A weak labor market already has left half of young college graduates either jobless or underemployed in positions that don't fully use their skills and knowledge.
Young adults with bachelor's degrees are increasingly scraping by in lower-wage jobs waiter or waitress, bartender, retail clerk or receptionist, for example and that's confounding their hopes a degree would pay off despite higher tuition and mounting student loans.
An analysis of government data conducted for The Associated Press lays bare the highly uneven prospects for holders of bachelor's degrees.
Opportunities for college graduates vary widely.
(Excerpt) Read more at nation.foxnews.com ...
Only half? According to college review, 1.76 million students will graduate this month from colleges across the nation and we only created 163,000 jobs.
It would still be half even if the economy were booming because of the ever increasing numbers of graduates with worthless junk educations like womyn’s studies, black studies, psychology.......
My sentiments exactly, if there’s anything that irritates me about Obama, it’s his focus on trying to rejoice in his support of same-sex marriage when loads of people are struggling to find jobs and/or internships when out of work, if there’s anything that’s out of touch, it’s those statements right there.
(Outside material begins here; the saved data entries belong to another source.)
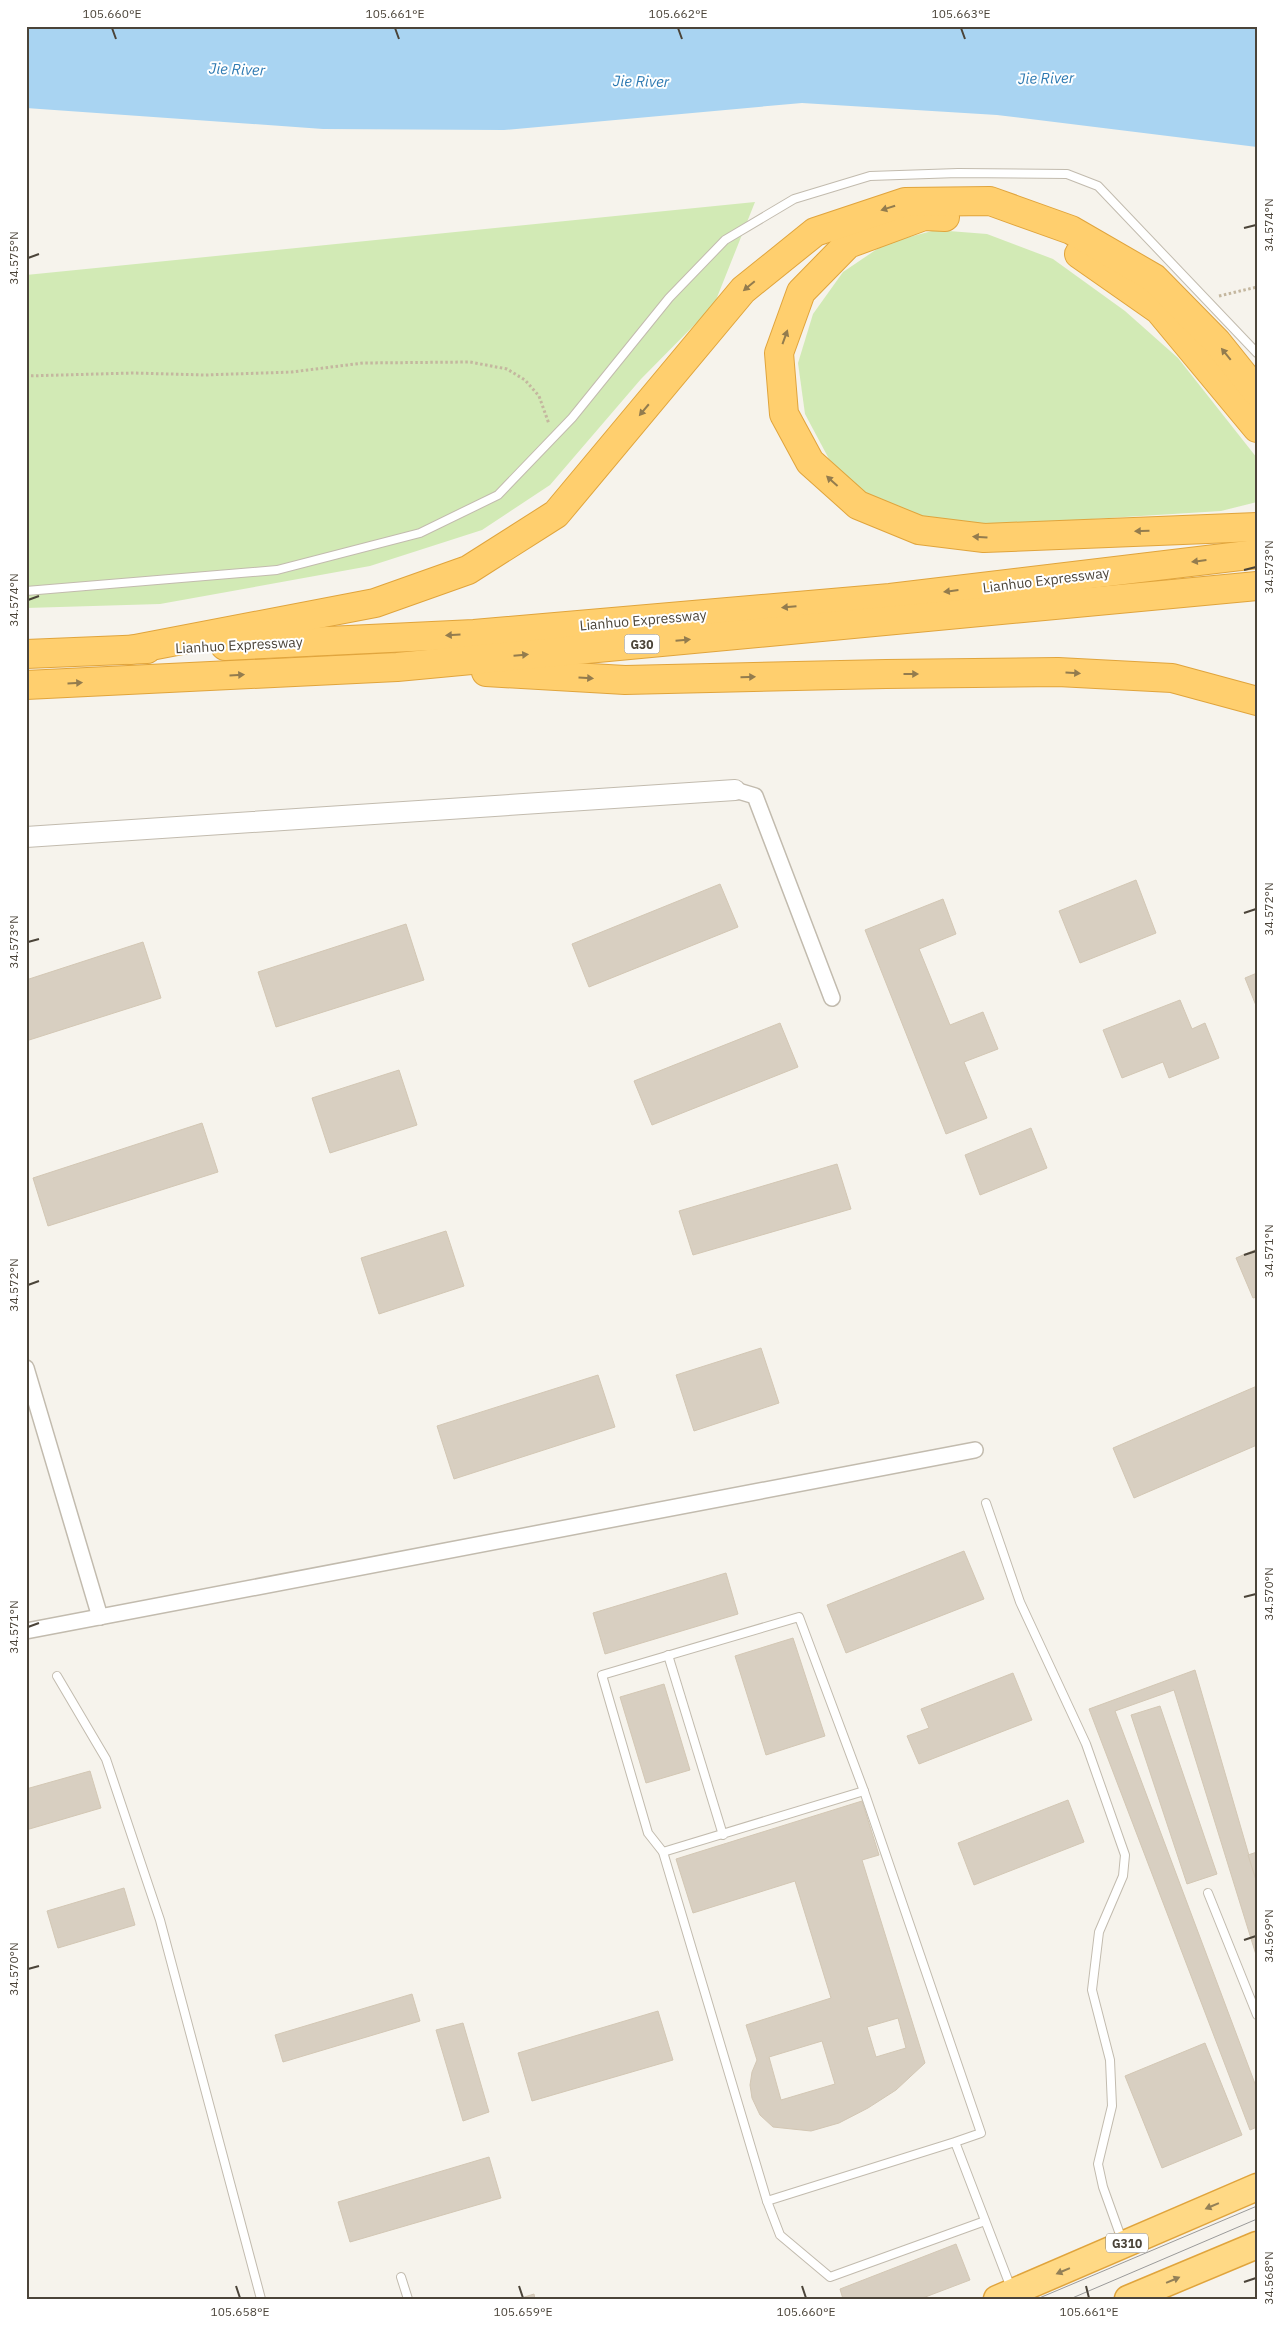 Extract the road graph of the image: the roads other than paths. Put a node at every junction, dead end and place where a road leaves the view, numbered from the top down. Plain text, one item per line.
1 (1257, 353) edge
2 (1257, 392) edge
3 (1257, 428) edge
4 (1257, 527) edge
5 (1252, 555) edge
6 (1257, 586) edge
7 (26, 592) edge
8 (130, 650) junction
9 (26, 654) edge
10 (397, 667) junction
11 (26, 685) edge
12 (1257, 701) edge
13 (735, 790) joint
14 (26, 837) edge
15 (832, 998) dead end
16 (26, 1368) edge
17 (975, 1450) dead end
18 (986, 1503) dead end
19 (100, 1617) junction
20 (26, 1631) edge
21 (668, 1655) junction
22 (57, 1676) dead end
23 (864, 1792) junction
24 (723, 1835) junction
25 (663, 1852) junction
26 (1208, 1893) dead end
27 (1257, 2015) edge
28 (955, 2142) junction
29 (1257, 2187) edge
30 (767, 2201) junction
31 (985, 2221) junction
32 (1124, 2244) junction
33 (1257, 2245) edge
34 (401, 2277) dead end
35 (1005, 2295) edge
36 (261, 2299) edge
37 (408, 2299) edge
38 (1128, 2299) edge

1 - 7 lane
2 -> 8 highway
4 -> 3 highway
5 -> 8 highway, Lianhuo Expressway / G30
10 -> 6 highway, Lianhuo Expressway / G30
8 - 9 highway, Lianhuo Expressway / G30
11 -> 10 highway, Lianhuo Expressway / G30
10 -> 12 highway
13 - 14 street
13 - 15 street
16 - 19 street
17 - 19 street
18 - 32 lane
19 - 20 street
21 - 23 lane
21 - 24 lane
21 - 25 lane
22 - 36 lane
23 - 24 lane
23 - 28 lane
24 - 25 lane
25 - 30 lane
26 - 27 lane
28 - 30 lane
28 - 31 lane
29 -> 32 highway, G310
30 - 31 lane
31 - 35 lane
32 -> 35 highway, G310
38 -> 33 highway
34 - 37 lane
There’s plenty of people with decent degrees that have a hard time, civil engineering just isn’t for everyone, and not everyone chooses it, but an MBA, a scientific degree, and so on, are still meaningful. It’s also true that plenty of people are struggling to find transitioning jobs, or jobs that they can engage in after their bachelor’s degree but can try to carry them on into their master’s degree studies. Again, it’s complex, but the economy is in a mess, and that’s the problem.
I can attest that getting a job today is tough, but having 25 years of experience is outlasting a Masters degree.
I work in aerospace. Recently,we brought on an intern that was between his junior and senior year of college. Showed up for his interview in coat and tie. Worked any job we asked of him and did it well. At the end of his summer internship, he had a hard job offer from us (very large aerospace company). He’s doing well now. Might be a lesson in there.
I graduated from college in 1991 in Mechanical Engineering. I couldn’t find a job immediately. Did whatever jobs I could get including temp agency jobs. Got first job in aerospace, lasted about a year before they laid off everybody. Didn’t find anything again for a while so did whatever work I could get. (Part of this is because I was in no way ever going back to California PERIOD). Then I found a semi-intern position for a manufacturing plant 100 miles from the nearest town in the middle of the Nevada desert. Took it, worked up to regular plant engineer, then got hired on to the corporate office as an engineer, and now I’m a senior engineer. The point of story is you get whatever work you can get, move to where you have to, and take the first opportunity you can get. I started my career as an already graduated “intern” with some experience at a starting wage less than half of what a normal engineer would expect. I had increased my salary starting salary by almost an order of magnitude after the first 15 years.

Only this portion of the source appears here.